— About this task —
Please restate the listing word for word, omitting the images.

<<<<

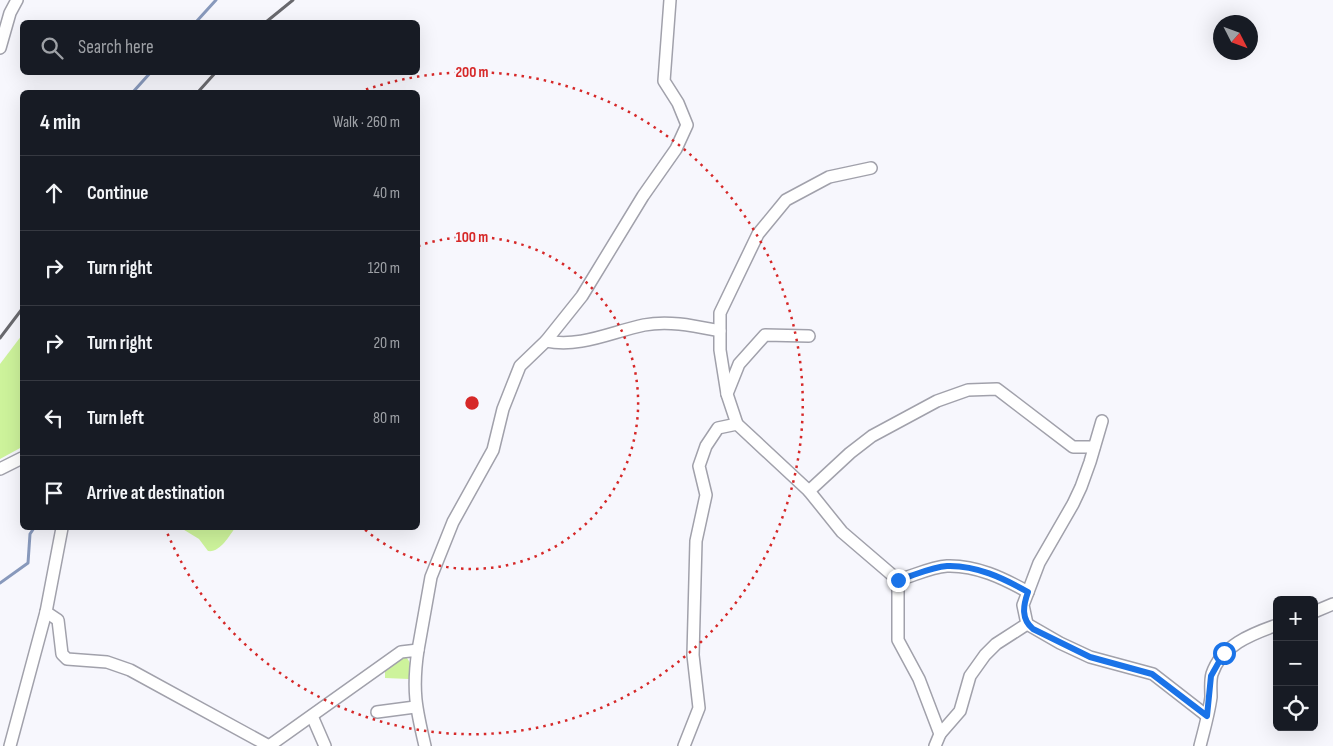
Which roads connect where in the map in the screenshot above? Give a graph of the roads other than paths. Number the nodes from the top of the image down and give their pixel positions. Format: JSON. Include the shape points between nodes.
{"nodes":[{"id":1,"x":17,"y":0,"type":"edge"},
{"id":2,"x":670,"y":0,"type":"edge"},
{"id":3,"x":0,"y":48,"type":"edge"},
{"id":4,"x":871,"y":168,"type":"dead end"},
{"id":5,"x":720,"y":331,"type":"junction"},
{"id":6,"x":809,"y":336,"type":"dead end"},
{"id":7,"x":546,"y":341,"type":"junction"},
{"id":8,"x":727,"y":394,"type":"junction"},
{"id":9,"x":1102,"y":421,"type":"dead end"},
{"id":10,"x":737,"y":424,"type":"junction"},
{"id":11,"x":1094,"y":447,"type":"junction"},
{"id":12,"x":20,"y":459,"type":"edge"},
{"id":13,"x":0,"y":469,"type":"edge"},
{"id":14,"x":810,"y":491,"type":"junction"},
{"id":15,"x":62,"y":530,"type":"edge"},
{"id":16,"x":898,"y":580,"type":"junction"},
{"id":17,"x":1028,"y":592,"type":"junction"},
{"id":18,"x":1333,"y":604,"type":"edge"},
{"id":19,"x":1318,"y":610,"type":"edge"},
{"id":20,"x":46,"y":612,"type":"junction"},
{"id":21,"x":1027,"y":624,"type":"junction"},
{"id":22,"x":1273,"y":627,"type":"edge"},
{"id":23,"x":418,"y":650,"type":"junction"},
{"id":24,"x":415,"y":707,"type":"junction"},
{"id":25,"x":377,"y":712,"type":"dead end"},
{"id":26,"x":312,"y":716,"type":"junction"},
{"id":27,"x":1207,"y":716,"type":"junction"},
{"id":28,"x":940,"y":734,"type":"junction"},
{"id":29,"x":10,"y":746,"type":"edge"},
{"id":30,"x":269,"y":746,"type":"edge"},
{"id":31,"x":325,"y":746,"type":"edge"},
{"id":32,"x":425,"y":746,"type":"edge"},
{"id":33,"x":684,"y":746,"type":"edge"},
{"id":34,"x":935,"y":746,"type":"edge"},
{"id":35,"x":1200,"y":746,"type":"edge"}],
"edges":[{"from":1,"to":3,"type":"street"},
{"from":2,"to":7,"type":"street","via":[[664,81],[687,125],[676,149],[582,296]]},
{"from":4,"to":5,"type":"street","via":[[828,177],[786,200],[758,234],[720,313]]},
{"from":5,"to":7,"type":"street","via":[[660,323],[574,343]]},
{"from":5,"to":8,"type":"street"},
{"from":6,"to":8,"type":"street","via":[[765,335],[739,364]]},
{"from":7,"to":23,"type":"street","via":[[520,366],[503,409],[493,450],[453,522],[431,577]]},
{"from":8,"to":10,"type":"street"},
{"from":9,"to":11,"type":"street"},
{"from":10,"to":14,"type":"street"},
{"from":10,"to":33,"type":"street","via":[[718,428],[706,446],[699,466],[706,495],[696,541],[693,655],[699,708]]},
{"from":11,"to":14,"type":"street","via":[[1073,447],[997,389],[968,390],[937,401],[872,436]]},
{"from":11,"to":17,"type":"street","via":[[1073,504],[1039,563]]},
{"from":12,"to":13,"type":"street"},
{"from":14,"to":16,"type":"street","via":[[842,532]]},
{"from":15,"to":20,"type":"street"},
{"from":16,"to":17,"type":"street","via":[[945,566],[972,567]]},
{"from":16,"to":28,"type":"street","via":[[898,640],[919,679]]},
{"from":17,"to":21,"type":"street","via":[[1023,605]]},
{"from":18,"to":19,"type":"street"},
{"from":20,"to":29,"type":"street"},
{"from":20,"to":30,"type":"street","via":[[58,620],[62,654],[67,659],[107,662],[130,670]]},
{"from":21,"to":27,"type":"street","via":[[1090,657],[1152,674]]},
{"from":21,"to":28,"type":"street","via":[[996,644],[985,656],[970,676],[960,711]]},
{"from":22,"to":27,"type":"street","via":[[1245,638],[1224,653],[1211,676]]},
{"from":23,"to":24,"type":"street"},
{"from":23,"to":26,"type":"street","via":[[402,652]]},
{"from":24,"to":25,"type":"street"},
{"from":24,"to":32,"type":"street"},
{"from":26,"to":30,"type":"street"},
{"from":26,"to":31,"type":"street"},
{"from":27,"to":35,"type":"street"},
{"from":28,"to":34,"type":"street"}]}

>>>>

— Output for this exercise —
Which roads connect where in the map in the screenshot above? Give a graph of the roads other than paths. Number the nodes from the top of the image down and give their pixel positions. Format: JSON. Include the shape points between nodes.
{"nodes":[{"id":1,"x":17,"y":0,"type":"edge"},
{"id":2,"x":670,"y":0,"type":"edge"},
{"id":3,"x":0,"y":48,"type":"edge"},
{"id":4,"x":871,"y":168,"type":"dead end"},
{"id":5,"x":720,"y":331,"type":"junction"},
{"id":6,"x":809,"y":336,"type":"dead end"},
{"id":7,"x":546,"y":341,"type":"junction"},
{"id":8,"x":727,"y":394,"type":"junction"},
{"id":9,"x":1102,"y":421,"type":"dead end"},
{"id":10,"x":737,"y":424,"type":"junction"},
{"id":11,"x":1094,"y":447,"type":"junction"},
{"id":12,"x":20,"y":459,"type":"edge"},
{"id":13,"x":0,"y":469,"type":"edge"},
{"id":14,"x":810,"y":491,"type":"junction"},
{"id":15,"x":62,"y":530,"type":"edge"},
{"id":16,"x":898,"y":580,"type":"junction"},
{"id":17,"x":1028,"y":592,"type":"junction"},
{"id":18,"x":1333,"y":604,"type":"edge"},
{"id":19,"x":1318,"y":610,"type":"edge"},
{"id":20,"x":46,"y":612,"type":"junction"},
{"id":21,"x":1027,"y":624,"type":"junction"},
{"id":22,"x":1273,"y":627,"type":"edge"},
{"id":23,"x":418,"y":650,"type":"junction"},
{"id":24,"x":415,"y":707,"type":"junction"},
{"id":25,"x":377,"y":712,"type":"dead end"},
{"id":26,"x":312,"y":716,"type":"junction"},
{"id":27,"x":1207,"y":716,"type":"junction"},
{"id":28,"x":940,"y":734,"type":"junction"},
{"id":29,"x":10,"y":746,"type":"edge"},
{"id":30,"x":269,"y":746,"type":"edge"},
{"id":31,"x":325,"y":746,"type":"edge"},
{"id":32,"x":425,"y":746,"type":"edge"},
{"id":33,"x":684,"y":746,"type":"edge"},
{"id":34,"x":935,"y":746,"type":"edge"},
{"id":35,"x":1200,"y":746,"type":"edge"}],
"edges":[{"from":1,"to":3,"type":"street"},
{"from":2,"to":7,"type":"street","via":[[664,81],[687,125],[676,149],[582,296]]},
{"from":4,"to":5,"type":"street","via":[[828,177],[786,200],[758,234],[720,313]]},
{"from":5,"to":7,"type":"street","via":[[660,323],[574,343]]},
{"from":5,"to":8,"type":"street"},
{"from":6,"to":8,"type":"street","via":[[765,335],[739,364]]},
{"from":7,"to":23,"type":"street","via":[[520,366],[503,409],[493,450],[453,522],[431,577]]},
{"from":8,"to":10,"type":"street"},
{"from":9,"to":11,"type":"street"},
{"from":10,"to":14,"type":"street"},
{"from":10,"to":33,"type":"street","via":[[718,428],[706,446],[699,466],[706,495],[696,541],[693,655],[699,708]]},
{"from":11,"to":14,"type":"street","via":[[1073,447],[997,389],[968,390],[937,401],[872,436]]},
{"from":11,"to":17,"type":"street","via":[[1073,504],[1039,563]]},
{"from":12,"to":13,"type":"street"},
{"from":14,"to":16,"type":"street","via":[[842,532]]},
{"from":15,"to":20,"type":"street"},
{"from":16,"to":17,"type":"street","via":[[945,566],[972,567]]},
{"from":16,"to":28,"type":"street","via":[[898,640],[919,679]]},
{"from":17,"to":21,"type":"street","via":[[1023,605]]},
{"from":18,"to":19,"type":"street"},
{"from":20,"to":29,"type":"street"},
{"from":20,"to":30,"type":"street","via":[[58,620],[62,654],[67,659],[107,662],[130,670]]},
{"from":21,"to":27,"type":"street","via":[[1090,657],[1152,674]]},
{"from":21,"to":28,"type":"street","via":[[996,644],[985,656],[970,676],[960,711]]},
{"from":22,"to":27,"type":"street","via":[[1245,638],[1224,653],[1211,676]]},
{"from":23,"to":24,"type":"street"},
{"from":23,"to":26,"type":"street","via":[[402,652]]},
{"from":24,"to":25,"type":"street"},
{"from":24,"to":32,"type":"street"},
{"from":26,"to":30,"type":"street"},
{"from":26,"to":31,"type":"street"},
{"from":27,"to":35,"type":"street"},
{"from":28,"to":34,"type":"street"}]}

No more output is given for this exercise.